Data for the task:
********************
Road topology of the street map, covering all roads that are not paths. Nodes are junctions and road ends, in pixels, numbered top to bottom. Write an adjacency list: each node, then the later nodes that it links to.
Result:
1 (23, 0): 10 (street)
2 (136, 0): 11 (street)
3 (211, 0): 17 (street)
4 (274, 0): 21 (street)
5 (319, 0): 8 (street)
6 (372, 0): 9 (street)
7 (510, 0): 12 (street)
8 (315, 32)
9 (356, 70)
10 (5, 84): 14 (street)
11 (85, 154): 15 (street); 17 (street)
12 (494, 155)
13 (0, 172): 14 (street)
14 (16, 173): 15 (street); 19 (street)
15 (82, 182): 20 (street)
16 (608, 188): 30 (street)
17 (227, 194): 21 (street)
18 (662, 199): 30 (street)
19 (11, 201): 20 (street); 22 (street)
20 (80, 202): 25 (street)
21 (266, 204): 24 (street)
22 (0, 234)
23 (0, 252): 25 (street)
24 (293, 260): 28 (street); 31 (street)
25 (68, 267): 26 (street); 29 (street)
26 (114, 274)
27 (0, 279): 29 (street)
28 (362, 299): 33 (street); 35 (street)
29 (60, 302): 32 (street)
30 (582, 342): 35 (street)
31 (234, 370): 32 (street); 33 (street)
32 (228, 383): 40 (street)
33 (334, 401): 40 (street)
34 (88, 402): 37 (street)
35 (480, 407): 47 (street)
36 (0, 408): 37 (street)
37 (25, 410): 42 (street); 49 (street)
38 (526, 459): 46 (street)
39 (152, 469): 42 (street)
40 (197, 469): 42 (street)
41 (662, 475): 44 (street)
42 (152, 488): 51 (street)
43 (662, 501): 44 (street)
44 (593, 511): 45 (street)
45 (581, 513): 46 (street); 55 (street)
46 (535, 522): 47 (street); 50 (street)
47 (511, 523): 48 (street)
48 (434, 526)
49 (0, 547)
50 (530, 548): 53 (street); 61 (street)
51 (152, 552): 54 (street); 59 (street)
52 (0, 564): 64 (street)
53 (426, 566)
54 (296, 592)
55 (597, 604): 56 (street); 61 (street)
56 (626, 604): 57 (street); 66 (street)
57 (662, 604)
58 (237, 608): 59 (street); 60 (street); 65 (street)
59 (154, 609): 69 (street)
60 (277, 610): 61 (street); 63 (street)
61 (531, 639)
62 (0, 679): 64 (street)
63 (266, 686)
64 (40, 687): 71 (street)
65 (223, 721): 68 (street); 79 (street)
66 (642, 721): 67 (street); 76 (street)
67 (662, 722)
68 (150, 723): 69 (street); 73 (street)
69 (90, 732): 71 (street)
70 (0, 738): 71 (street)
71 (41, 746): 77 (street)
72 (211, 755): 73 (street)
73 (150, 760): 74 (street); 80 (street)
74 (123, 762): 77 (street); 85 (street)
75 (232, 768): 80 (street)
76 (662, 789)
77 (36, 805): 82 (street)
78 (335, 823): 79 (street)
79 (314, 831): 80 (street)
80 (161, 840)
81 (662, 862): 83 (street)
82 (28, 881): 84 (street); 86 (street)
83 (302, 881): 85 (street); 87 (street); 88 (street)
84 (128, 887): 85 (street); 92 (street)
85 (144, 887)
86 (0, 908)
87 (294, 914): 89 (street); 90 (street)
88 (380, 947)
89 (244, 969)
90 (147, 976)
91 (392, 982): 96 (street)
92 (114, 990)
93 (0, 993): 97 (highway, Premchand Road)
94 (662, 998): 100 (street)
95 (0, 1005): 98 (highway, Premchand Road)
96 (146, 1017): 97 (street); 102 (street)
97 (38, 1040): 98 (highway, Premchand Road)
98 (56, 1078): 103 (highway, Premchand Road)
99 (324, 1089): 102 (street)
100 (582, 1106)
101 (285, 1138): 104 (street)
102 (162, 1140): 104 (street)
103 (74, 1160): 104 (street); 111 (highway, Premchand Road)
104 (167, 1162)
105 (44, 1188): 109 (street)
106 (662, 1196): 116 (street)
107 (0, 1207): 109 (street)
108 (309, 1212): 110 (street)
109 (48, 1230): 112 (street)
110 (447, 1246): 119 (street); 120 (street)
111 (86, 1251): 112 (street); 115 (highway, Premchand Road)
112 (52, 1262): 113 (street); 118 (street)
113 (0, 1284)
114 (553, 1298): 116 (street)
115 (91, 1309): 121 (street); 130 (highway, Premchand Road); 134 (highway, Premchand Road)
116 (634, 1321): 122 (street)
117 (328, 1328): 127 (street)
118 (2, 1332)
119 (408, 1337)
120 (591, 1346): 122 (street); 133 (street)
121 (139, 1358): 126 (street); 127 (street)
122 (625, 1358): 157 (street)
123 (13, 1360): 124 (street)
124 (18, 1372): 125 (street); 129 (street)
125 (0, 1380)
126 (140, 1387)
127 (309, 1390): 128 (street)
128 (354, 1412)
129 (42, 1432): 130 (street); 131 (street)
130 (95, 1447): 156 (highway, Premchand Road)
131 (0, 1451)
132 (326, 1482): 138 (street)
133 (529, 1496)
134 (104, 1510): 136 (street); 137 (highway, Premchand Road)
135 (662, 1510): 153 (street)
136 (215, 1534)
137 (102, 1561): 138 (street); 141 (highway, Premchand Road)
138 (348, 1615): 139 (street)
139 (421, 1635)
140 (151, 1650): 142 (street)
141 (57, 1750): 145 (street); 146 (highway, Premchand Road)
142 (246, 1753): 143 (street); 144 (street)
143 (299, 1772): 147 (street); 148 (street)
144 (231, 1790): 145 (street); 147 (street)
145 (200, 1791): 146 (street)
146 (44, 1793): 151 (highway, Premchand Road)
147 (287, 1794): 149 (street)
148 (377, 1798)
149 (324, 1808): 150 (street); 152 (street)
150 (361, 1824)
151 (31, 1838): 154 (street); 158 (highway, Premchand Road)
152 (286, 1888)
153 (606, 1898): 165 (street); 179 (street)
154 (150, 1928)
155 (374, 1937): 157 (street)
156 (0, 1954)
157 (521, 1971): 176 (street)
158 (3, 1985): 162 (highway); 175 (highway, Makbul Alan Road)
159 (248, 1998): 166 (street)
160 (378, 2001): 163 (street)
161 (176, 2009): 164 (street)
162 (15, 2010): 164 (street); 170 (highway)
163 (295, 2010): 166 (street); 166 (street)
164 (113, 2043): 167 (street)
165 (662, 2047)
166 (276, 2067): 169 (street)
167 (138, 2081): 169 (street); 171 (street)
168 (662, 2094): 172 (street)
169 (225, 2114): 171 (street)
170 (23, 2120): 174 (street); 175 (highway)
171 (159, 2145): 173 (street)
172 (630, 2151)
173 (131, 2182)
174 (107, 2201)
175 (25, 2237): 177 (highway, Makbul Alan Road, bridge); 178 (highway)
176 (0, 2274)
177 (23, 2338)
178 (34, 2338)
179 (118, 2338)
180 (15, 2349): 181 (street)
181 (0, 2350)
********************
What the task requires: An exact repeat of all the records is required.

Answer space:
Road topology of the street map, covering all roads that are not paths. Nodes are junctions and road ends, in pixels, numbered top to bottom. Write an adjacency list: each node, then the later nodes that it links to.
Result:
1 (23, 0): 10 (street)
2 (136, 0): 11 (street)
3 (211, 0): 17 (street)
4 (274, 0): 21 (street)
5 (319, 0): 8 (street)
6 (372, 0): 9 (street)
7 (510, 0): 12 (street)
8 (315, 32)
9 (356, 70)
10 (5, 84): 14 (street)
11 (85, 154): 15 (street); 17 (street)
12 (494, 155)
13 (0, 172): 14 (street)
14 (16, 173): 15 (street); 19 (street)
15 (82, 182): 20 (street)
16 (608, 188): 30 (street)
17 (227, 194): 21 (street)
18 (662, 199): 30 (street)
19 (11, 201): 20 (street); 22 (street)
20 (80, 202): 25 (street)
21 (266, 204): 24 (street)
22 (0, 234)
23 (0, 252): 25 (street)
24 (293, 260): 28 (street); 31 (street)
25 (68, 267): 26 (street); 29 (street)
26 (114, 274)
27 (0, 279): 29 (street)
28 (362, 299): 33 (street); 35 (street)
29 (60, 302): 32 (street)
30 (582, 342): 35 (street)
31 (234, 370): 32 (street); 33 (street)
32 (228, 383): 40 (street)
33 (334, 401): 40 (street)
34 (88, 402): 37 (street)
35 (480, 407): 47 (street)
36 (0, 408): 37 (street)
37 (25, 410): 42 (street); 49 (street)
38 (526, 459): 46 (street)
39 (152, 469): 42 (street)
40 (197, 469): 42 (street)
41 (662, 475): 44 (street)
42 (152, 488): 51 (street)
43 (662, 501): 44 (street)
44 (593, 511): 45 (street)
45 (581, 513): 46 (street); 55 (street)
46 (535, 522): 47 (street); 50 (street)
47 (511, 523): 48 (street)
48 (434, 526)
49 (0, 547)
50 (530, 548): 53 (street); 61 (street)
51 (152, 552): 54 (street); 59 (street)
52 (0, 564): 64 (street)
53 (426, 566)
54 (296, 592)
55 (597, 604): 56 (street); 61 (street)
56 (626, 604): 57 (street); 66 (street)
57 (662, 604)
58 (237, 608): 59 (street); 60 (street); 65 (street)
59 (154, 609): 69 (street)
60 (277, 610): 61 (street); 63 (street)
61 (531, 639)
62 (0, 679): 64 (street)
63 (266, 686)
64 (40, 687): 71 (street)
65 (223, 721): 68 (street); 79 (street)
66 (642, 721): 67 (street); 76 (street)
67 (662, 722)
68 (150, 723): 69 (street); 73 (street)
69 (90, 732): 71 (street)
70 (0, 738): 71 (street)
71 (41, 746): 77 (street)
72 (211, 755): 73 (street)
73 (150, 760): 74 (street); 80 (street)
74 (123, 762): 77 (street); 85 (street)
75 (232, 768): 80 (street)
76 (662, 789)
77 (36, 805): 82 (street)
78 (335, 823): 79 (street)
79 (314, 831): 80 (street)
80 (161, 840)
81 (662, 862): 83 (street)
82 (28, 881): 84 (street); 86 (street)
83 (302, 881): 85 (street); 87 (street); 88 (street)
84 (128, 887): 85 (street); 92 (street)
85 (144, 887)
86 (0, 908)
87 (294, 914): 89 (street); 90 (street)
88 (380, 947)
89 (244, 969)
90 (147, 976)
91 (392, 982): 96 (street)
92 (114, 990)
93 (0, 993): 97 (highway, Premchand Road)
94 (662, 998): 100 (street)
95 (0, 1005): 98 (highway, Premchand Road)
96 (146, 1017): 97 (street); 102 (street)
97 (38, 1040): 98 (highway, Premchand Road)
98 (56, 1078): 103 (highway, Premchand Road)
99 (324, 1089): 102 (street)
100 (582, 1106)
101 (285, 1138): 104 (street)
102 (162, 1140): 104 (street)
103 (74, 1160): 104 (street); 111 (highway, Premchand Road)
104 (167, 1162)
105 (44, 1188): 109 (street)
106 (662, 1196): 116 (street)
107 (0, 1207): 109 (street)
108 (309, 1212): 110 (street)
109 (48, 1230): 112 (street)
110 (447, 1246): 119 (street); 120 (street)
111 (86, 1251): 112 (street); 115 (highway, Premchand Road)
112 (52, 1262): 113 (street); 118 (street)
113 (0, 1284)
114 (553, 1298): 116 (street)
115 (91, 1309): 121 (street); 130 (highway, Premchand Road); 134 (highway, Premchand Road)
116 (634, 1321): 122 (street)
117 (328, 1328): 127 (street)
118 (2, 1332)
119 (408, 1337)
120 (591, 1346): 122 (street); 133 (street)
121 (139, 1358): 126 (street); 127 (street)
122 (625, 1358): 157 (street)
123 (13, 1360): 124 (street)
124 (18, 1372): 125 (street); 129 (street)
125 (0, 1380)
126 (140, 1387)
127 (309, 1390): 128 (street)
128 (354, 1412)
129 (42, 1432): 130 (street); 131 (street)
130 (95, 1447): 156 (highway, Premchand Road)
131 (0, 1451)
132 (326, 1482): 138 (street)
133 (529, 1496)
134 (104, 1510): 136 (street); 137 (highway, Premchand Road)
135 (662, 1510): 153 (street)
136 (215, 1534)
137 (102, 1561): 138 (street); 141 (highway, Premchand Road)
138 (348, 1615): 139 (street)
139 (421, 1635)
140 (151, 1650): 142 (street)
141 (57, 1750): 145 (street); 146 (highway, Premchand Road)
142 (246, 1753): 143 (street); 144 (street)
143 (299, 1772): 147 (street); 148 (street)
144 (231, 1790): 145 (street); 147 (street)
145 (200, 1791): 146 (street)
146 (44, 1793): 151 (highway, Premchand Road)
147 (287, 1794): 149 (street)
148 (377, 1798)
149 (324, 1808): 150 (street); 152 (street)
150 (361, 1824)
151 (31, 1838): 154 (street); 158 (highway, Premchand Road)
152 (286, 1888)
153 (606, 1898): 165 (street); 179 (street)
154 (150, 1928)
155 (374, 1937): 157 (street)
156 (0, 1954)
157 (521, 1971): 176 (street)
158 (3, 1985): 162 (highway); 175 (highway, Makbul Alan Road)
159 (248, 1998): 166 (street)
160 (378, 2001): 163 (street)
161 (176, 2009): 164 (street)
162 (15, 2010): 164 (street); 170 (highway)
163 (295, 2010): 166 (street); 166 (street)
164 (113, 2043): 167 (street)
165 (662, 2047)
166 (276, 2067): 169 (street)
167 (138, 2081): 169 (street); 171 (street)
168 (662, 2094): 172 (street)
169 (225, 2114): 171 (street)
170 (23, 2120): 174 (street); 175 (highway)
171 (159, 2145): 173 (street)
172 (630, 2151)
173 (131, 2182)
174 (107, 2201)
175 (25, 2237): 177 (highway, Makbul Alan Road, bridge); 178 (highway)
176 (0, 2274)
177 (23, 2338)
178 (34, 2338)
179 (118, 2338)
180 (15, 2349): 181 (street)
181 (0, 2350)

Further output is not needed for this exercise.